L'opinion qui met en doute le lien intrinsèque et indissoluble unissant entre
elles la foi et la morale est répandue, elle aussi, comme si l'appartenance à
l'Eglise et son unité interne devaient être décidées uniquement par rapport à
la foi, tandis qu'il serait possible de tolérer en matière morale une pluralité
d'opinions et de comportements, laissés au jugement de la conscience subjective
individuelle ou dépendant de la diversité des contextes sociaux et culturels.
5.
Dans un tel contexte, toujours actuel, la décision a mûri en moi d'écrire —
comme je l'annonçais déjà dans la Lettre apostolique Spiritus Domini, publiée
le 1er août 1987 à l'occasion du deuxième centenaire de la mort de saint
Alphonse-Marie de Liguori — une encyclique destinée à traiter « plus
profondément et plus amplement les questions concernant les fondements mêmes de
la théologie morale » , fondements qui sont attaqués par certains
courants contemporains.
Je m'adresse à
vous, vénérés Frères dans l'épiscopat qui partagez avec moi la responsabilité
de garder « la saine doctrine » (2 Tm 4, 3), dans l'intention de préciser
certains aspects doctrinaux qui paraissent déterminants pour faire face à ce
qui est sans aucun doute une véritable crise, tant les difficultés
entraînées sont graves pour la vie morale des fidèles, pour la communion dans
l'Eglise et aussi pour une vie sociale juste et solidaire.
Si cette
encyclique, attendue depuis longtemps, n'est publiée que maintenant, c'est
notamment parce qu'il est apparu opportun de la faire précéder du
[link] Catéchisme de l'Eglise catholique, qui
contient un exposé complet et systématique de la doctrine morale chrétienne.

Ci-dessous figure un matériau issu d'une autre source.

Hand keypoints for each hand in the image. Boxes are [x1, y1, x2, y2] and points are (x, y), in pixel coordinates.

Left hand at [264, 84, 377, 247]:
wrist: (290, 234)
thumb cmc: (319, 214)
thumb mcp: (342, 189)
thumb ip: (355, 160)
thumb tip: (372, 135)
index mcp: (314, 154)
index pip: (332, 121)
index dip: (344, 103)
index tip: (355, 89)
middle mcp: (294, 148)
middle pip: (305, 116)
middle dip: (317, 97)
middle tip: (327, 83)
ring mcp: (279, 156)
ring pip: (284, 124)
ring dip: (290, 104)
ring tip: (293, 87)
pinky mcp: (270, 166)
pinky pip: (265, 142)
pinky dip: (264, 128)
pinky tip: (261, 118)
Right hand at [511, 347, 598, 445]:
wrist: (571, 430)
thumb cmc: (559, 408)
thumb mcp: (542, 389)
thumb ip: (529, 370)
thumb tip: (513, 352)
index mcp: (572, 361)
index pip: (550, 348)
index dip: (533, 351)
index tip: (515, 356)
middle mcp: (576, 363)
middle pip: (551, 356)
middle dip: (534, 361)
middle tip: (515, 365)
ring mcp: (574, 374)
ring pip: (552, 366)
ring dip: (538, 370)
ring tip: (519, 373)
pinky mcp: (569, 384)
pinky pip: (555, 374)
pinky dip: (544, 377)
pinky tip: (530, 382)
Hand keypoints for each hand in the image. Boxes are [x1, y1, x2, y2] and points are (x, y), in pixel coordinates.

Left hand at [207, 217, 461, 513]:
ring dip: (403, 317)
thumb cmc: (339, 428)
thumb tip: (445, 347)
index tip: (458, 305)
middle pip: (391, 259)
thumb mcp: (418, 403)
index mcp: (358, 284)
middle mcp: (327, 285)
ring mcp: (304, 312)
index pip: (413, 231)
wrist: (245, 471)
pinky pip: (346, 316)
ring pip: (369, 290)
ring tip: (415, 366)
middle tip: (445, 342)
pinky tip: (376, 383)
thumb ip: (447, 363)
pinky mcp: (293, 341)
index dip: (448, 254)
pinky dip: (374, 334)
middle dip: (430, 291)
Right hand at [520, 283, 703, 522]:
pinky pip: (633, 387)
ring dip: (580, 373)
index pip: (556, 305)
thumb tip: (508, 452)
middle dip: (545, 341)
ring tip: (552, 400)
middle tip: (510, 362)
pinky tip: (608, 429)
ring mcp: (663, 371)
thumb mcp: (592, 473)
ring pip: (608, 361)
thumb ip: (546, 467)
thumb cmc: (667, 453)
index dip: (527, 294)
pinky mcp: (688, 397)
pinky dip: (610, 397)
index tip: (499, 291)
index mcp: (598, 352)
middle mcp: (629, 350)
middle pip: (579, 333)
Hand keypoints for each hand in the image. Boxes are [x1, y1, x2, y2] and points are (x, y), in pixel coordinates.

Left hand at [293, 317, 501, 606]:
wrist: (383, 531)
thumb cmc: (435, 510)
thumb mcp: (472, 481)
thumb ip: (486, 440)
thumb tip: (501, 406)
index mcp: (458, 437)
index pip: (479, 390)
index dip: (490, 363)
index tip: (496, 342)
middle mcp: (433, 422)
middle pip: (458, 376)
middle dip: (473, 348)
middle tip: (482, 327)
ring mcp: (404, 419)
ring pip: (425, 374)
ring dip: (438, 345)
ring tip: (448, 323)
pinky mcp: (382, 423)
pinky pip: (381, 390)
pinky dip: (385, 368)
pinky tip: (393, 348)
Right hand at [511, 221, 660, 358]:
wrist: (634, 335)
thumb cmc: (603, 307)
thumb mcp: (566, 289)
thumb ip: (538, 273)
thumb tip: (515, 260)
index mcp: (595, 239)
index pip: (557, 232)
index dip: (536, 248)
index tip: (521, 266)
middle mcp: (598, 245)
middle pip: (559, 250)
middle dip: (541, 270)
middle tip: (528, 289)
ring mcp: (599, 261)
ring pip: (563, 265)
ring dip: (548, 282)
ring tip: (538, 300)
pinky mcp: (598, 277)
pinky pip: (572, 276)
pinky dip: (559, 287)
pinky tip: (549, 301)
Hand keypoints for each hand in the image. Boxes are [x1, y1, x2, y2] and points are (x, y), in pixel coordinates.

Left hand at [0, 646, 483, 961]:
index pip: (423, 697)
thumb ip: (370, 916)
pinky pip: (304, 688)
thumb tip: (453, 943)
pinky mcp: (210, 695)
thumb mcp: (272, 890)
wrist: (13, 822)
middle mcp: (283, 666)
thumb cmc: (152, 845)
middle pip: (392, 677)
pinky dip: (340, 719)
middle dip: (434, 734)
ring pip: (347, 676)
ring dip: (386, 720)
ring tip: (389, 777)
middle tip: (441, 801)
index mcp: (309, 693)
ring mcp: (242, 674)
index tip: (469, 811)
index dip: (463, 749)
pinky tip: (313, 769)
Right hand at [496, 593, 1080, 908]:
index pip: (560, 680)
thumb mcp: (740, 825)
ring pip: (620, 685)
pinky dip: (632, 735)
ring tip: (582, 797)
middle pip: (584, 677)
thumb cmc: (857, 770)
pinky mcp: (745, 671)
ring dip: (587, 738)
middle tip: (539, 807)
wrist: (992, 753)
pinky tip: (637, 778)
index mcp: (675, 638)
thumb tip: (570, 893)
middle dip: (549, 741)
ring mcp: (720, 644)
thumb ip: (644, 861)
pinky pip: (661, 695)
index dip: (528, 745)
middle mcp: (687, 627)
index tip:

Le
catéchisme présente la vie morale des croyants, dans ses fondements et dans les
multiples aspects de son contenu, comme une vie de « fils de Dieu » : « En
reconnaissant dans la foi leur dignité nouvelle, les chrétiens sont appelés à
mener désormais une " vie digne de l'Evangile " (Ph 1, 27). Par les
sacrements et la prière, ils reçoivent la grâce du Christ et les dons de son
Esprit qui les en rendent capables » . En renvoyant donc au Catéchisme
« comme texte de référence sûr et authentique pour l'enseignement de la
doctrine catholique » , l'encyclique se limitera à développer quelques
questions fondamentales de l'enseignement moral de l'Eglise, en pratiquant
un nécessaire discernement sur des problèmes controversés entre les
spécialistes de l'éthique et de la théologie morale. C'est là l'objet précis de
la présente encyclique, qui entend exposer, sur les problèmes en discussion,
les raisons d'un enseignement moral enraciné dans l'Ecriture Sainte et dans la
Tradition apostolique vivante , en mettant simultanément en lumière
les présupposés et les conséquences des contestations dont cet enseignement a
été l'objet.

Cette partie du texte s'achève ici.